Because, as expensive as all of this may sound, it’s nothing compared to what we’ll pay if we do nothing. Both financially and more importantly, in human lives.
I’m not prepared to sit by and watch the people of Aotearoa, he tāngata, flounder and drown.
My aunt made these for me recently, and I demanded the recipe immediately – these are the best corn fritters I’ve tasted. Bill Granger is an Australian restaurateur and food writer, and this recipe is apparently from his popular bistro in Sydney. The reason they’re so special is that every bite is infused with the flavour of corn, rather than just the odd pop of corn when you hit a kernel, because about ¾ of the corn used is blended in a food processor first (along with a whole lot of coriander).
If you’re looking for crispy corn fritters this isn’t the recipe for you, but if flavour is what you care about give them a go – you won’t regret it.
If you’ve never seen it before, this short, animated video from the intercept with Alexandria Ocasio-Cortez is one of the most inspiring things I’ve seen in terms of the how of an alternative, sustainable future, where everyone is looked after and able to contribute.
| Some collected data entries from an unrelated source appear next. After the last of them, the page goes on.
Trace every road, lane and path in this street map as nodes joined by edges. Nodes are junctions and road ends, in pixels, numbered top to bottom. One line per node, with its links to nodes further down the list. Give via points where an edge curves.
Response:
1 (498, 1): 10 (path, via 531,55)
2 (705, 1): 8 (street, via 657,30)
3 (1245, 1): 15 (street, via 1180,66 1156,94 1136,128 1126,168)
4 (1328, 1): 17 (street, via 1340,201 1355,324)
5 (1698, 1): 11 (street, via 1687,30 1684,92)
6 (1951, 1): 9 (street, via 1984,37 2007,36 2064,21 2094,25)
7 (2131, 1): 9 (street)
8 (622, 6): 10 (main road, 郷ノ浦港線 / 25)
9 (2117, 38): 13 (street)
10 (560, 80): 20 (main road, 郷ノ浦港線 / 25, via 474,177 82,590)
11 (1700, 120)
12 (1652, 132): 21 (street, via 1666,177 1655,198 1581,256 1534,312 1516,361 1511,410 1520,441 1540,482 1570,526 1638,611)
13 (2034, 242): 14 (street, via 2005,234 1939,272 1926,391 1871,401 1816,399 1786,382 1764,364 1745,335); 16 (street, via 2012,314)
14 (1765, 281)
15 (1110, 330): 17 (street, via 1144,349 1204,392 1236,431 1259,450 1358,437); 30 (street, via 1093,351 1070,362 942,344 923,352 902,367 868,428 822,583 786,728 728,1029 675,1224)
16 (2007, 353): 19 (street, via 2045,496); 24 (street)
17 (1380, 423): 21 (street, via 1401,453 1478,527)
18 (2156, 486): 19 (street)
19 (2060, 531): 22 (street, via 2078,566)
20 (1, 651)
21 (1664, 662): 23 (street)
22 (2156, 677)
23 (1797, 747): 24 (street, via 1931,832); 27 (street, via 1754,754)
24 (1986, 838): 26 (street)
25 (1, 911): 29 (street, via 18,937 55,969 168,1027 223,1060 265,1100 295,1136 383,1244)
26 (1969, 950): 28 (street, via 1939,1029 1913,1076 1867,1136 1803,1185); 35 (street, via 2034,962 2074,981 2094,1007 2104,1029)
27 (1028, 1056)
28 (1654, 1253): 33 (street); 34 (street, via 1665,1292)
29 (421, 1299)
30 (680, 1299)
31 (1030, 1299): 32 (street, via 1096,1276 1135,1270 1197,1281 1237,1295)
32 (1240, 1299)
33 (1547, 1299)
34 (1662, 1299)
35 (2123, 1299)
It’s a US example, but relevant.
When life is tough, we need lightness and fun to recharge. Both Poker Face and Guy Montgomery’s Guy Mont Spelling Bee will give you that hit.
Let’s be real – I’ll watch anything Natasha Lyonne is in. Russian Doll, Orange is The New Black, But I’m A Cheerleader… she can’t put a foot wrong. Poker Face features Lyonne playing that same classic character she is in everything, husky-voiced, messy-haired, dryballs, except this time she’s also a human lie detector who solves a new murder each episode. Ridiculous? Yes. Nostalgic? That too. Entertaining? Absolutely.
Guy Montgomery’s Guy Mont Spelling Bee is for lovers of Taskmaster, comedy tik toks, words and tomfoolery. It’s somehow both nerdy and idiotic, with comedians and other well known people competing to outspell each other over a bunch of increasingly ludicrous rounds. I saw this show born over the first lockdown, as a segment on Tim Batt’s equally wonderful/ludicrous Happening, an art/comedy show he broadcast from his lounge, roping in any and every person he knew for skits, chats, games and creative pursuits. Now Guy’s spelling bee is a proper show (though just barely), and it’s lost none of its original charm. It airs on TV3 at 7:30 on Thursdays, or you can stream it on Three Now.
Finally – a heads up for shows to watch out for this month – season 4 of Succession is out March 27th (who’s ready for another hit of Tom & Greg!) and Yellowjackets is out March 24, both on Neon.
I know I’m late to the game with this book, which was joint winner of the Man Booker Prize 2019, but I’m glad I finally got to it. Girl, Woman, Other follows the lives of twelve black, British women. The women are all at different ages and stages of their lives, with different cultural and economic backgrounds, and while this is very much a book about black, British womanhood, there are so many different characters – not just the twelve women but their friends, lovers, families an enemies – that any reader will find something to relate to (and even when not directly relating, the insight into other lives is incredibly valuable). I’m not finished yet but am powering through and finding it very hard to put down in order to sleep or get work done!